--- START ---

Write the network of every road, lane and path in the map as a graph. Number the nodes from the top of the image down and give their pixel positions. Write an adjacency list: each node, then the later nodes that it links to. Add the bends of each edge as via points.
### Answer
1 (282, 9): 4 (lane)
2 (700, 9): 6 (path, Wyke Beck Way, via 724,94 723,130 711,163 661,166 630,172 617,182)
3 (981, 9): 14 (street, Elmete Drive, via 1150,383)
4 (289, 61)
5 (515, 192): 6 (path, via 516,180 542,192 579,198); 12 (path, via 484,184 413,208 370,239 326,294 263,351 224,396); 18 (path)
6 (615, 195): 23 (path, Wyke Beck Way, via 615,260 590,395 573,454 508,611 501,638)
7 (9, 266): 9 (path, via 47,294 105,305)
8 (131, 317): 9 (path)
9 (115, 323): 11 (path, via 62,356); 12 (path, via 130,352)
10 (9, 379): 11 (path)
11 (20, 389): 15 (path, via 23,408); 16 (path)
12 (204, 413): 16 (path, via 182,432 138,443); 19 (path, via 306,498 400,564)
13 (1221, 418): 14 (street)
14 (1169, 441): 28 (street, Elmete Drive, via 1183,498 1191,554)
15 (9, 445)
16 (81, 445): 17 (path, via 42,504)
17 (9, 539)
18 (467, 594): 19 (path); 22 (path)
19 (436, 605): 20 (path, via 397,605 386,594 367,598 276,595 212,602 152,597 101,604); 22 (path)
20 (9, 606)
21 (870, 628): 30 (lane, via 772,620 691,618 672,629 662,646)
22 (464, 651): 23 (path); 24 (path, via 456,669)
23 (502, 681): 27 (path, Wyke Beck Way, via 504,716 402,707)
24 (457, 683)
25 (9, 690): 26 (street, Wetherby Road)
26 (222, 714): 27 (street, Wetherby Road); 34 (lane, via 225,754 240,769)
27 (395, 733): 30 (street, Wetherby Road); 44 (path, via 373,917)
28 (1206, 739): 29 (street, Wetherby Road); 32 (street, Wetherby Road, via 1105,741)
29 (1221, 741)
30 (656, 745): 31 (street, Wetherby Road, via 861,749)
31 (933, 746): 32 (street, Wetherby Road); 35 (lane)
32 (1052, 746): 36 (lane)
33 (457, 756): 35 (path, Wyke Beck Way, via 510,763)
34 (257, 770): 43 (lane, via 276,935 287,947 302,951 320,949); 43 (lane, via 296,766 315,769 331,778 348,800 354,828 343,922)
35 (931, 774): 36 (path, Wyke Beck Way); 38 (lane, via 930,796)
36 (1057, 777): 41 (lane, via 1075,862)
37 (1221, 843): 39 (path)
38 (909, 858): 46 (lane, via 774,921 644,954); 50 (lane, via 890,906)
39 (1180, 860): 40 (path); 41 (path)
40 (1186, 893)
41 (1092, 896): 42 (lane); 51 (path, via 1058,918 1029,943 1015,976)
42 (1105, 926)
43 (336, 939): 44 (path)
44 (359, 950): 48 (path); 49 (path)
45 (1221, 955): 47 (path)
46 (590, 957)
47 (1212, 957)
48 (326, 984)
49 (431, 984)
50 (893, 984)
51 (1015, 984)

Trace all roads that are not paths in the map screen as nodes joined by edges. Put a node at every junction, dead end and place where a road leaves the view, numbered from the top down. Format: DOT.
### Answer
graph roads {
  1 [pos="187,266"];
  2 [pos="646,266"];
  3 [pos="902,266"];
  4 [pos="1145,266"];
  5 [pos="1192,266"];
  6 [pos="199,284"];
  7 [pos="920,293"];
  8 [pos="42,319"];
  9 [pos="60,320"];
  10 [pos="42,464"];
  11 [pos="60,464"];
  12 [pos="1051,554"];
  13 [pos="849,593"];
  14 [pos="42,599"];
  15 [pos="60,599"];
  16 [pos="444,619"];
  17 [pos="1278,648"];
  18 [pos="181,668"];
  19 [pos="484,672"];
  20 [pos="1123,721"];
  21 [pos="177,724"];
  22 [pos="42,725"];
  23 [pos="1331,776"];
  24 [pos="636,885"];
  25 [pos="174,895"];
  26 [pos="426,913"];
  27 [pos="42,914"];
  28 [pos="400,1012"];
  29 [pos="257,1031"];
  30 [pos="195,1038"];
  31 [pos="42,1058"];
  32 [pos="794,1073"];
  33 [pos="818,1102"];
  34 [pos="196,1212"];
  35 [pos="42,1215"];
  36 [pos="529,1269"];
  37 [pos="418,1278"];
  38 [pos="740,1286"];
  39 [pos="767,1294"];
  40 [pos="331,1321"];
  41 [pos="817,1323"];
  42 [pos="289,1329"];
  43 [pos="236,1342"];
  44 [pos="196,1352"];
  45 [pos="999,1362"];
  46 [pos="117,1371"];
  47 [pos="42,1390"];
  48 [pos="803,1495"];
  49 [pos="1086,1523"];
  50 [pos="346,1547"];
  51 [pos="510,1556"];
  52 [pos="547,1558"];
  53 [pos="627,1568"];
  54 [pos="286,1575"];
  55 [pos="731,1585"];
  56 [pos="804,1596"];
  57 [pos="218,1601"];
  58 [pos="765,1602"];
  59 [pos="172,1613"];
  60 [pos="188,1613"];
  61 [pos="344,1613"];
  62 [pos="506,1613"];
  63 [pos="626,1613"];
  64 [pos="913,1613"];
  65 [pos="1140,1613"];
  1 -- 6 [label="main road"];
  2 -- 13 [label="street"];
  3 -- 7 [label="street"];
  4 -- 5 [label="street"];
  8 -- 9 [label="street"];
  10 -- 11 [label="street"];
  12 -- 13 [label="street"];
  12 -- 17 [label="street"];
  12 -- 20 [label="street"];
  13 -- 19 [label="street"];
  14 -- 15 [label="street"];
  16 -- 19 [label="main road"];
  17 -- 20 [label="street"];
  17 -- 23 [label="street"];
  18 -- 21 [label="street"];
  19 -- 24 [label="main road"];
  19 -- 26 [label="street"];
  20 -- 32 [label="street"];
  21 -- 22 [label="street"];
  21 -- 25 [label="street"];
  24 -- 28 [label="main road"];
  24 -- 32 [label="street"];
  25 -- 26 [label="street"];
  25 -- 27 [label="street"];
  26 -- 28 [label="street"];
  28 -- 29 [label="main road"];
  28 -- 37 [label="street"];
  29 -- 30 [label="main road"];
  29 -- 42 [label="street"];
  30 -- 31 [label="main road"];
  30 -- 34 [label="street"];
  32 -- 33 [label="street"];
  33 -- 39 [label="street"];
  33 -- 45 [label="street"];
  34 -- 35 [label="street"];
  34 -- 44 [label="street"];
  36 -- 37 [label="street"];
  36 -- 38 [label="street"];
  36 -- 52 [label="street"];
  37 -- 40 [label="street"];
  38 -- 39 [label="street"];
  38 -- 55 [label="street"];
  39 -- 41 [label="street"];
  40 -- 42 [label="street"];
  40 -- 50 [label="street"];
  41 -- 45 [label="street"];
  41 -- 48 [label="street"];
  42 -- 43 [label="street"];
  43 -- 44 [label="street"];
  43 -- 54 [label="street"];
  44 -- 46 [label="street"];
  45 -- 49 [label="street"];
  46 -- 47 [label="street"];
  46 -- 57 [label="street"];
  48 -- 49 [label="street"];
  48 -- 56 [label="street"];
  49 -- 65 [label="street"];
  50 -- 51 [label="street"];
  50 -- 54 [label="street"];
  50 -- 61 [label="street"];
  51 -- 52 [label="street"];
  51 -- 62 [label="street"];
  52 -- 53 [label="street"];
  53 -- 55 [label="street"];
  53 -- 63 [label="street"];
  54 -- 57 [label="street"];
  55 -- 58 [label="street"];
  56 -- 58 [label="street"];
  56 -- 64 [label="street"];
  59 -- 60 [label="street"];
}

--- END ---

■ Action item
Print the listing above in full, exactly as it is.

■ Response to the task
Write the network of every road, lane and path in the map as a graph. Number the nodes from the top of the image down and give their pixel positions. Write an adjacency list: each node, then the later nodes that it links to. Add the bends of each edge as via points.
### Answer
1 (282, 9): 4 (lane)
2 (700, 9): 6 (path, Wyke Beck Way, via 724,94 723,130 711,163 661,166 630,172 617,182)
3 (981, 9): 14 (street, Elmete Drive, via 1150,383)
4 (289, 61)
5 (515, 192): 6 (path, via 516,180 542,192 579,198); 12 (path, via 484,184 413,208 370,239 326,294 263,351 224,396); 18 (path)
6 (615, 195): 23 (path, Wyke Beck Way, via 615,260 590,395 573,454 508,611 501,638)
7 (9, 266): 9 (path, via 47,294 105,305)
8 (131, 317): 9 (path)
9 (115, 323): 11 (path, via 62,356); 12 (path, via 130,352)
10 (9, 379): 11 (path)
11 (20, 389): 15 (path, via 23,408); 16 (path)
12 (204, 413): 16 (path, via 182,432 138,443); 19 (path, via 306,498 400,564)
13 (1221, 418): 14 (street)
14 (1169, 441): 28 (street, Elmete Drive, via 1183,498 1191,554)
15 (9, 445)
16 (81, 445): 17 (path, via 42,504)
17 (9, 539)
18 (467, 594): 19 (path); 22 (path)
19 (436, 605): 20 (path, via 397,605 386,594 367,598 276,595 212,602 152,597 101,604); 22 (path)
20 (9, 606)
21 (870, 628): 30 (lane, via 772,620 691,618 672,629 662,646)
22 (464, 651): 23 (path); 24 (path, via 456,669)
23 (502, 681): 27 (path, Wyke Beck Way, via 504,716 402,707)
24 (457, 683)
25 (9, 690): 26 (street, Wetherby Road)
26 (222, 714): 27 (street, Wetherby Road); 34 (lane, via 225,754 240,769)
27 (395, 733): 30 (street, Wetherby Road); 44 (path, via 373,917)
28 (1206, 739): 29 (street, Wetherby Road); 32 (street, Wetherby Road, via 1105,741)
29 (1221, 741)
30 (656, 745): 31 (street, Wetherby Road, via 861,749)
31 (933, 746): 32 (street, Wetherby Road); 35 (lane)
32 (1052, 746): 36 (lane)
33 (457, 756): 35 (path, Wyke Beck Way, via 510,763)
34 (257, 770): 43 (lane, via 276,935 287,947 302,951 320,949); 43 (lane, via 296,766 315,769 331,778 348,800 354,828 343,922)
35 (931, 774): 36 (path, Wyke Beck Way); 38 (lane, via 930,796)
36 (1057, 777): 41 (lane, via 1075,862)
37 (1221, 843): 39 (path)
38 (909, 858): 46 (lane, via 774,921 644,954); 50 (lane, via 890,906)
39 (1180, 860): 40 (path); 41 (path)
40 (1186, 893)
41 (1092, 896): 42 (lane); 51 (path, via 1058,918 1029,943 1015,976)
42 (1105, 926)
43 (336, 939): 44 (path)
44 (359, 950): 48 (path); 49 (path)
45 (1221, 955): 47 (path)
46 (590, 957)
47 (1212, 957)
48 (326, 984)
49 (431, 984)
50 (893, 984)
51 (1015, 984)

Trace all roads that are not paths in the map screen as nodes joined by edges. Put a node at every junction, dead end and place where a road leaves the view, numbered from the top down. Format: DOT.
### Answer
graph roads {
  1 [pos="187,266"];
  2 [pos="646,266"];
  3 [pos="902,266"];
  4 [pos="1145,266"];
  5 [pos="1192,266"];
  6 [pos="199,284"];
  7 [pos="920,293"];
  8 [pos="42,319"];
  9 [pos="60,320"];
  10 [pos="42,464"];
  11 [pos="60,464"];
  12 [pos="1051,554"];
  13 [pos="849,593"];
  14 [pos="42,599"];
  15 [pos="60,599"];
  16 [pos="444,619"];
  17 [pos="1278,648"];
  18 [pos="181,668"];
  19 [pos="484,672"];
  20 [pos="1123,721"];
  21 [pos="177,724"];
  22 [pos="42,725"];
  23 [pos="1331,776"];
  24 [pos="636,885"];
  25 [pos="174,895"];
  26 [pos="426,913"];
  27 [pos="42,914"];
  28 [pos="400,1012"];
  29 [pos="257,1031"];
  30 [pos="195,1038"];
  31 [pos="42,1058"];
  32 [pos="794,1073"];
  33 [pos="818,1102"];
  34 [pos="196,1212"];
  35 [pos="42,1215"];
  36 [pos="529,1269"];
  37 [pos="418,1278"];
  38 [pos="740,1286"];
  39 [pos="767,1294"];
  40 [pos="331,1321"];
  41 [pos="817,1323"];
  42 [pos="289,1329"];
  43 [pos="236,1342"];
  44 [pos="196,1352"];
  45 [pos="999,1362"];
  46 [pos="117,1371"];
  47 [pos="42,1390"];
  48 [pos="803,1495"];
  49 [pos="1086,1523"];
  50 [pos="346,1547"];
  51 [pos="510,1556"];
  52 [pos="547,1558"];
  53 [pos="627,1568"];
  54 [pos="286,1575"];
  55 [pos="731,1585"];
  56 [pos="804,1596"];
  57 [pos="218,1601"];
  58 [pos="765,1602"];
  59 [pos="172,1613"];
  60 [pos="188,1613"];
  61 [pos="344,1613"];
  62 [pos="506,1613"];
  63 [pos="626,1613"];
  64 [pos="913,1613"];
  65 [pos="1140,1613"];
  1 -- 6 [label="main road"];
  2 -- 13 [label="street"];
  3 -- 7 [label="street"];
  4 -- 5 [label="street"];
  8 -- 9 [label="street"];
  10 -- 11 [label="street"];
  12 -- 13 [label="street"];
  12 -- 17 [label="street"];
  12 -- 20 [label="street"];
  13 -- 19 [label="street"];
  14 -- 15 [label="street"];
  16 -- 19 [label="main road"];
  17 -- 20 [label="street"];
  17 -- 23 [label="street"];
  18 -- 21 [label="street"];
  19 -- 24 [label="main road"];
  19 -- 26 [label="street"];
  20 -- 32 [label="street"];
  21 -- 22 [label="street"];
  21 -- 25 [label="street"];
  24 -- 28 [label="main road"];
  24 -- 32 [label="street"];
  25 -- 26 [label="street"];
  25 -- 27 [label="street"];
  26 -- 28 [label="street"];
  28 -- 29 [label="main road"];
  28 -- 37 [label="street"];
  29 -- 30 [label="main road"];
  29 -- 42 [label="street"];
  30 -- 31 [label="main road"];
  30 -- 34 [label="street"];
  32 -- 33 [label="street"];
  33 -- 39 [label="street"];
  33 -- 45 [label="street"];
  34 -- 35 [label="street"];
  34 -- 44 [label="street"];
  36 -- 37 [label="street"];
  36 -- 38 [label="street"];
  36 -- 52 [label="street"];
  37 -- 40 [label="street"];
  38 -- 39 [label="street"];
  38 -- 55 [label="street"];
  39 -- 41 [label="street"];
  40 -- 42 [label="street"];
  40 -- 50 [label="street"];
  41 -- 45 [label="street"];
  41 -- 48 [label="street"];
  42 -- 43 [label="street"];
  43 -- 44 [label="street"];
  43 -- 54 [label="street"];
  44 -- 46 [label="street"];
  45 -- 49 [label="street"];
  46 -- 47 [label="street"];
  46 -- 57 [label="street"];
  48 -- 49 [label="street"];
  48 -- 56 [label="street"];
  49 -- 65 [label="street"];
  50 -- 51 [label="street"];
  50 -- 54 [label="street"];
  50 -- 61 [label="street"];
  51 -- 52 [label="street"];
  51 -- 62 [label="street"];
  52 -- 53 [label="street"];
  53 -- 55 [label="street"];
  53 -- 63 [label="street"];
  54 -- 57 [label="street"];
  55 -- 58 [label="street"];
  56 -- 58 [label="street"];
  56 -- 64 [label="street"];
  59 -- 60 [label="street"];
}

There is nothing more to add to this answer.